Task to complete => In these records, how many lines contain "dead"? Please reply with the number only.

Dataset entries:
+===+
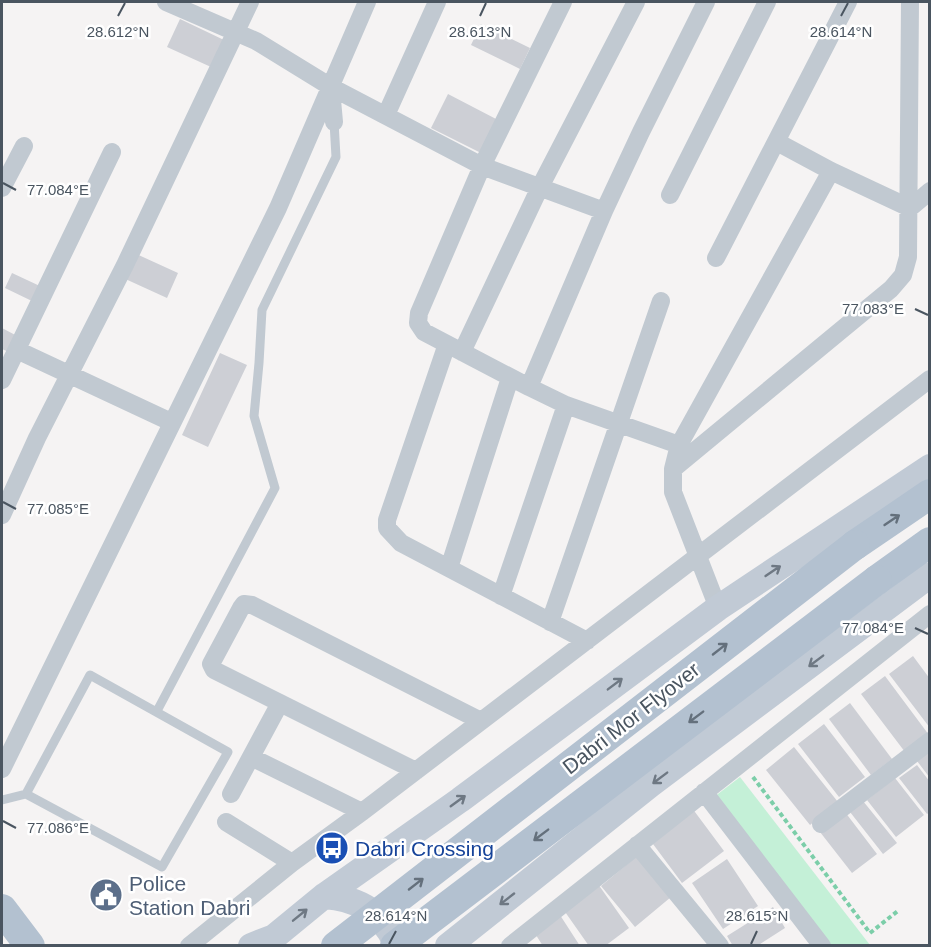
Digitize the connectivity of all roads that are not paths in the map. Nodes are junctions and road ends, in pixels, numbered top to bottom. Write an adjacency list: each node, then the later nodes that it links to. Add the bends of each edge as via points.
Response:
1 (166, 2): 11 (street)
2 (250, 2): 11 (street)
3 (367, 2): 12 (street)
4 (437, 2): 13 (street)
5 (563, 2): 18 (street)
6 (636, 2): 20 (street)
7 (706, 2): 25 (street)
8 (767, 2): 23 (street)
9 (848, 2): 15 (street)
10 (910, 2): 24 (street)
11 (235, 32): 12 (street); 30 (street)
12 (331, 87): 13 (street); 14 (street); 36 (street, via 243,282)
13 (386, 115): 18 (street)
14 (334, 122): 53 (lane, via 336,157 262,310 254,416 275,488)
15 (777, 142): 19 (street); 26 (street)
16 (24, 146): 21 (street)
17 (112, 152): 29 (street)
18 (482, 166): 20 (street); 28 (street, via 419,313 418,323 424,332)
19 (831, 171): 24 (street); 38 (street)
20 (540, 187): 25 (street); 28 (street)
21 (2, 188)
22 (930, 191): 24 (street)
23 (670, 195)
24 (910, 208): 40 (street, via 908,258 903,275 891,289)
25 (604, 211): 34 (street)
26 (716, 258)
27 (661, 302): 37 (street)
28 (454, 348): 31 (street); 45 (street, via 387,520 387,528 401,543)
29 (17, 350): 30 (street); 33 (street)
30 (69, 376): 36 (street); 42 (street)
31 (510, 378): 34 (street); 45 (street)
32 (930, 379): 44 (street)
33 (2, 380)
34 (529, 387): 35 (street)
35 (566, 405): 37 (street); 47 (street)
36 (171, 422): 57 (street)
37 (618, 422): 38 (street); 50 (street)
38 (679, 445): 40 (street)
39 (930, 467): 48 (main road, one-way to 39)
40 (673, 469): 44 (street, via 681,517)
41 (930, 494): 73 (main road, Dabri Mor Flyover, one-way to 41, bridge, via 855,545)
42 (2, 515)
43 (930, 542): 74 (main road, Dabri Mor Flyover, one-way to 74, bridge)
44 (699, 555): 48 (street); 51 (street)
45 (449, 568): 47 (street)
46 (930, 575): 75 (main road, one-way to 75, via 651,784)
47 (501, 596): 50 (street)
48 (718, 608): 68 (main road, one-way to 48)
49 (930, 614): 59 (street)
50 (550, 622): 51 (street)
51 (587, 641): 54 (street)
52 (280, 703): 54 (street, via 212,667 244,604); 56 (street); 58 (street)
53 (157, 711): 60 (lane, via 90,675); 60 (lane, via 228,752 162,867)
54 (481, 721): 58 (street)
55 (930, 741): 65 (street)
56 (251, 757): 61 (street); 63 (street)
57 (2, 770)
58 (416, 771): 63 (street)
59 (704, 792): 66 (street); 78 (street)
60 (26, 794): 62 (lane)
61 (231, 794)
62 (2, 800)
63 (362, 812): 67 (street)
64 (226, 822): 67 (street)
65 (821, 824)
66 (637, 845): 76 (street); 77 (street)
67 (292, 863): 71 (street)
68 (324, 896): 72 (main road, one-way to 68, via 274,937); 74 (main road, via 340,897 370,909 393,934)
69 (2, 909): 70 (main road)
70 (30, 945)
71 (189, 945)
72 (251, 945)
73 (336, 945)
74 (396, 945)
75 (448, 945)
76 (510, 945)
77 (720, 945)
78 (822, 945)

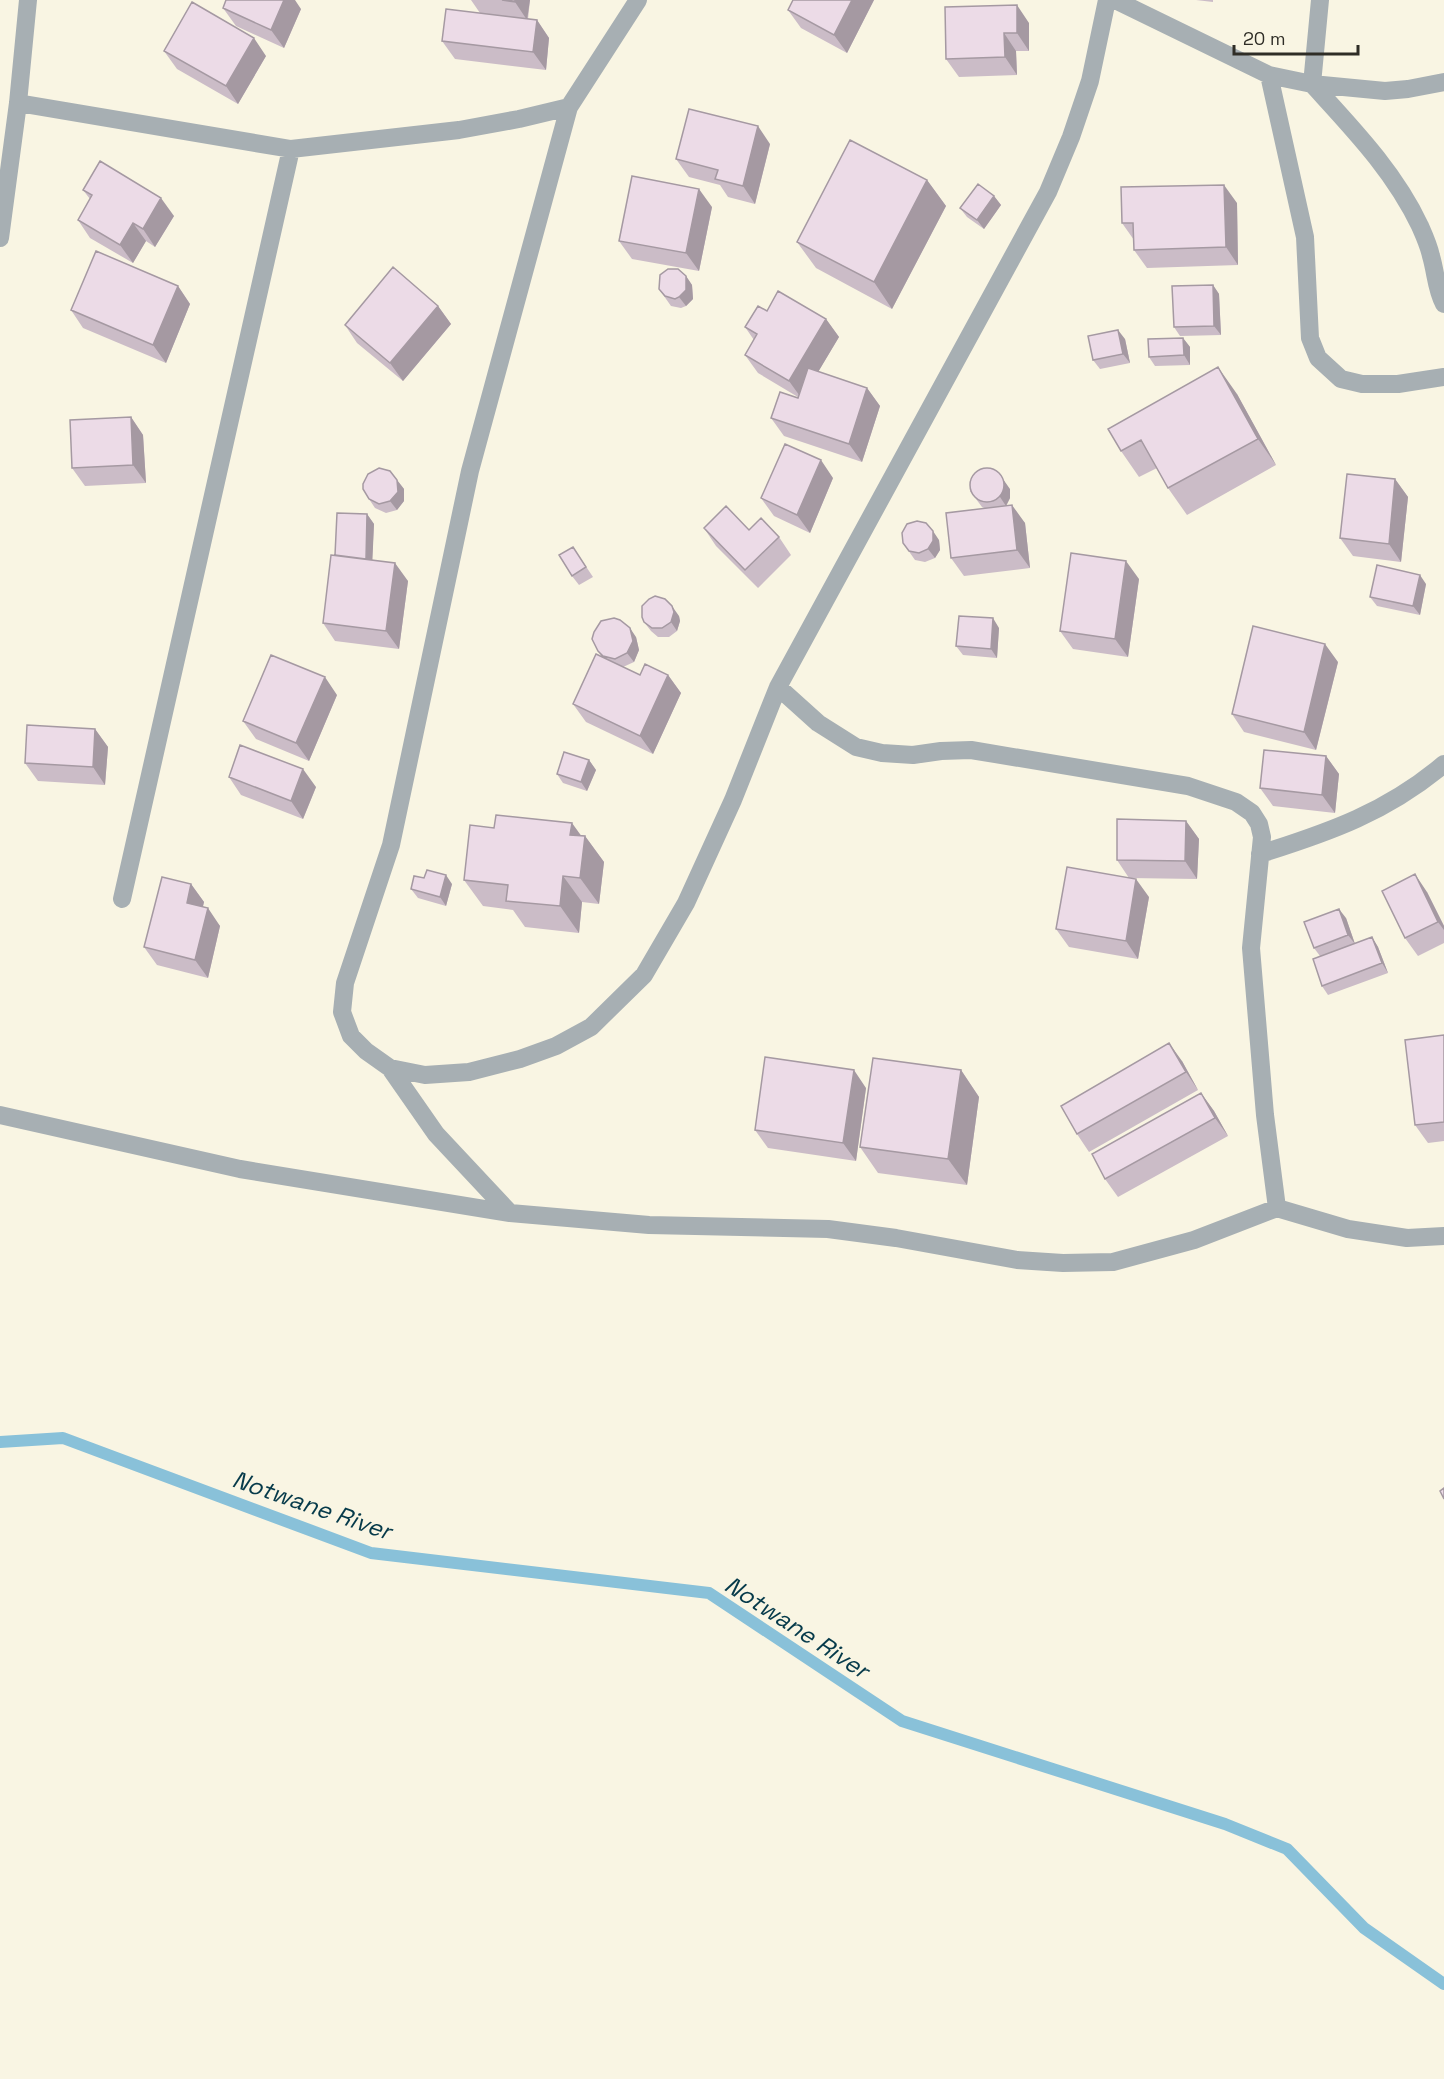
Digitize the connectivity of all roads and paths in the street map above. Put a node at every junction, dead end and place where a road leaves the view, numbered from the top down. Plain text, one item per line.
1 (28, 0) edge
2 (638, 0) edge
3 (1107, 0) edge
4 (1115, 0) edge
5 (1320, 0) edge
6 (1269, 75) junction
7 (1444, 82) edge
8 (1312, 84) junction
9 (18, 103) junction
10 (569, 107) junction
11 (291, 149) junction
12 (0, 238) edge
13 (1444, 304) edge
14 (1444, 377) edge
15 (778, 687) junction
16 (1444, 764) edge
17 (1260, 854) junction
18 (122, 899) dead end
19 (390, 1068) junction
20 (0, 1115) edge
21 (1277, 1208) junction
22 (510, 1213) junction
23 (1444, 1236) edge

1 - 9 street
2 - 10 street
3 - 15 street
4 - 6 street
5 - 8 street
6 - 8 street
6 - 14 street
7 - 8 street
8 - 13 street
9 - 11 street
9 - 12 street
10 - 11 street
10 - 19 street
11 - 18 street
15 - 17 street
15 - 19 street
16 - 17 street
17 - 21 street
19 - 22 street
20 - 22 street
21 - 22 street
21 - 23 street

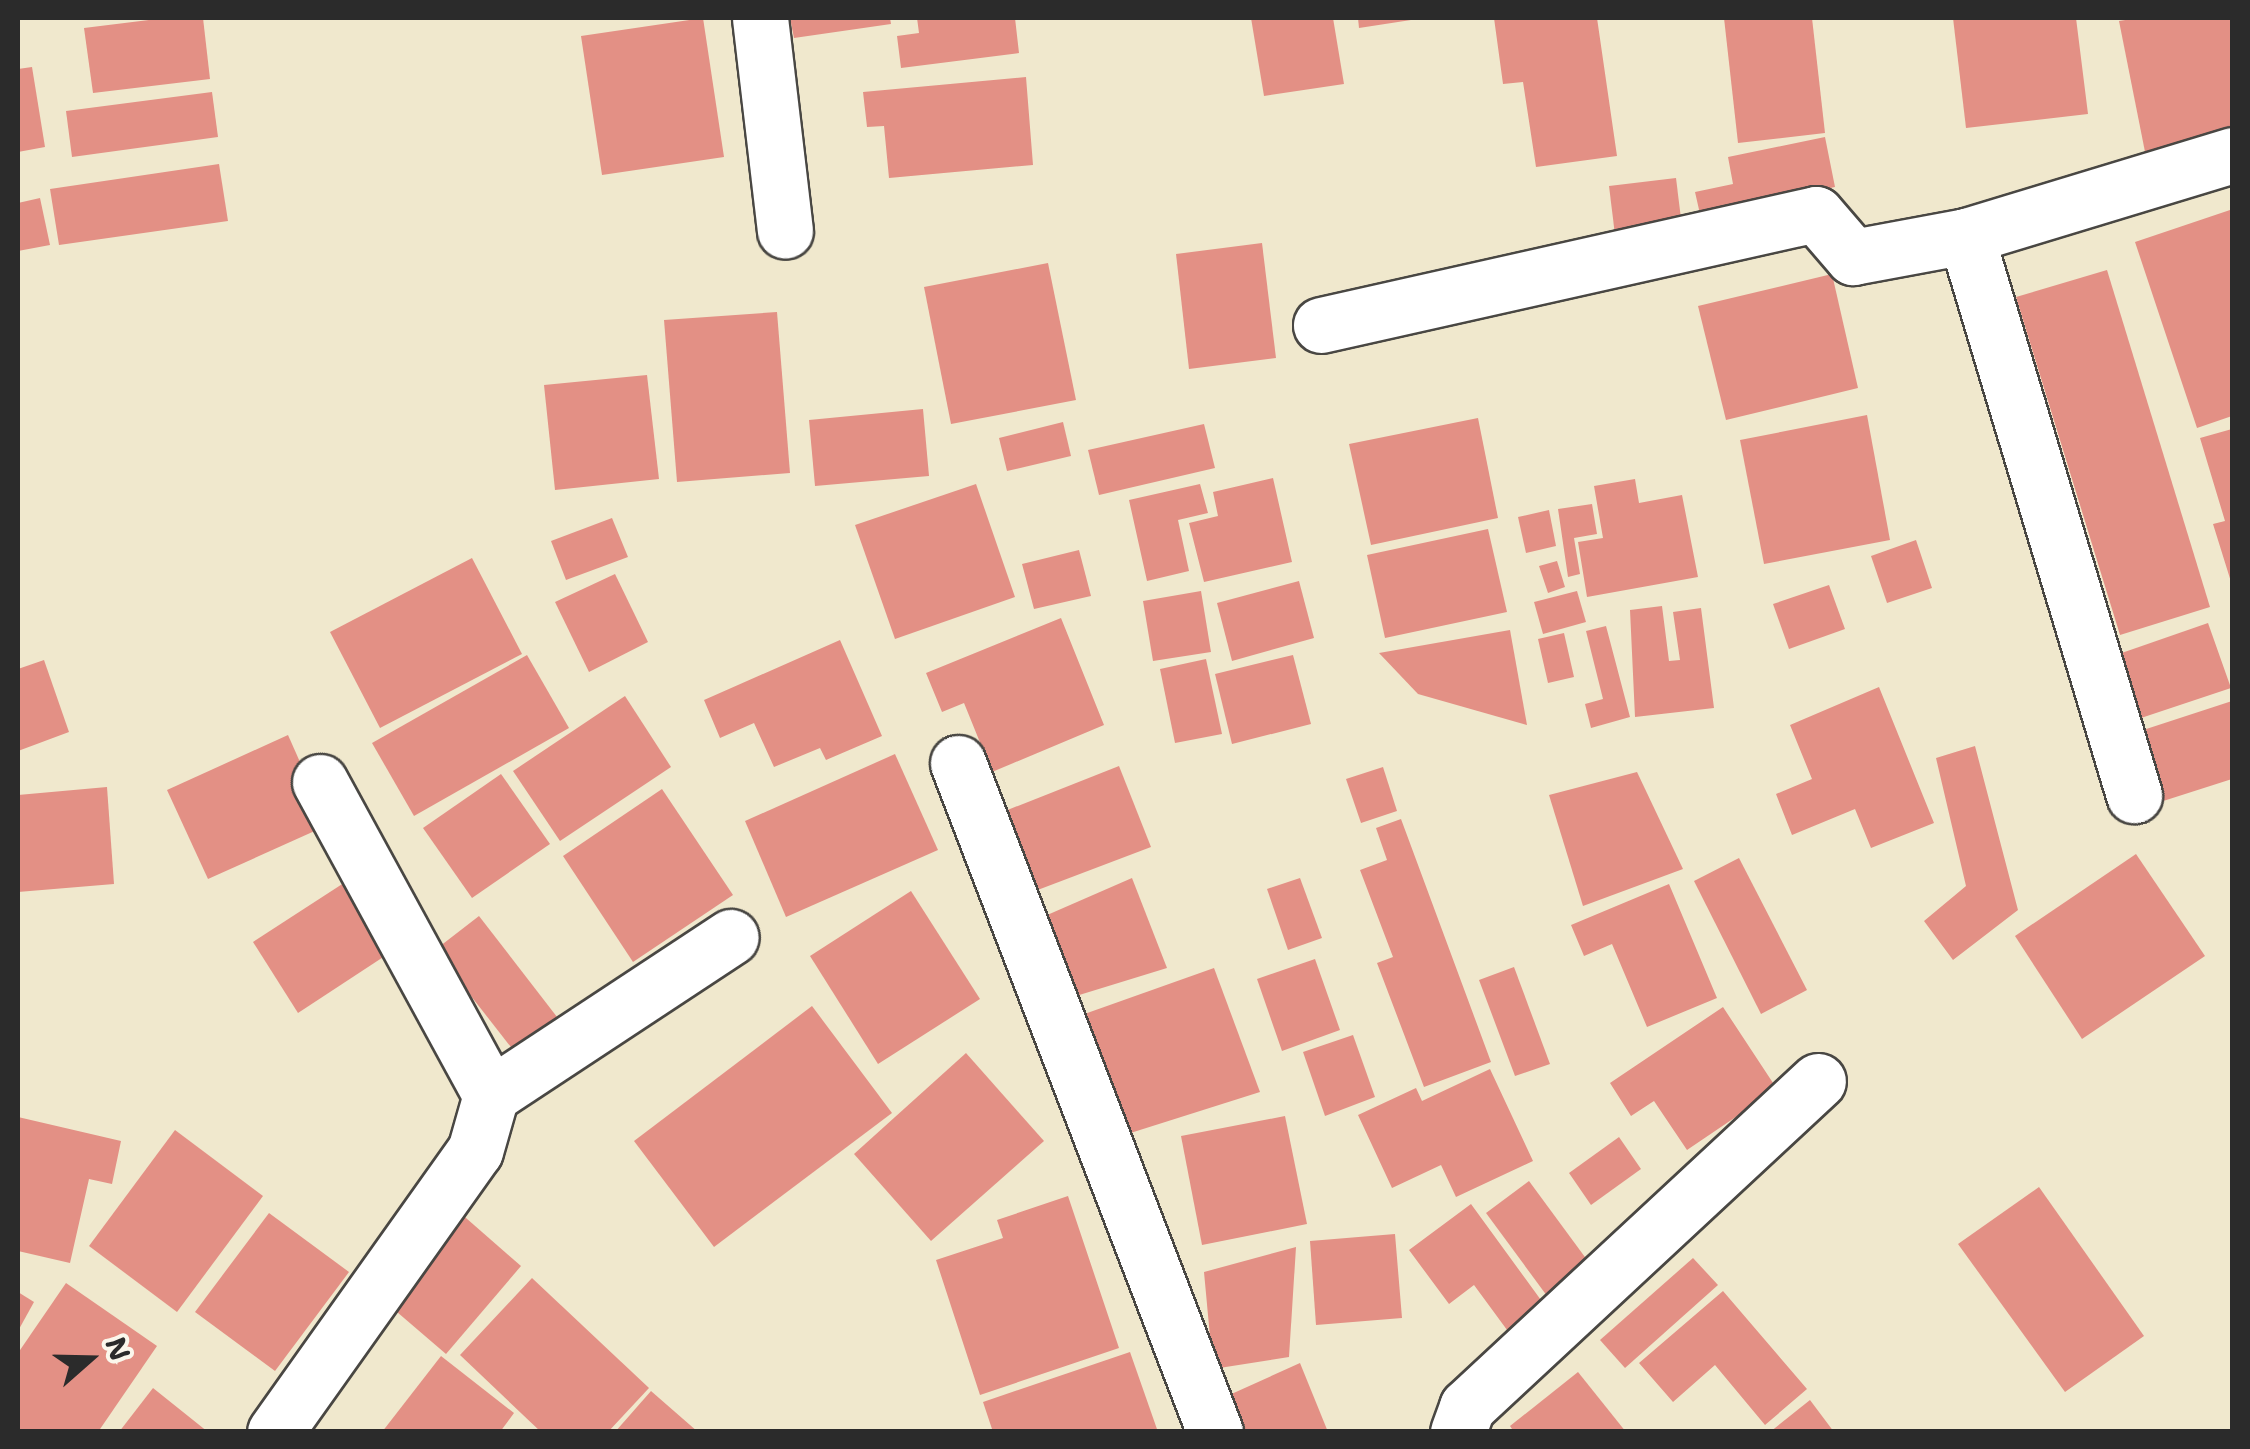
+===+
Task result => 2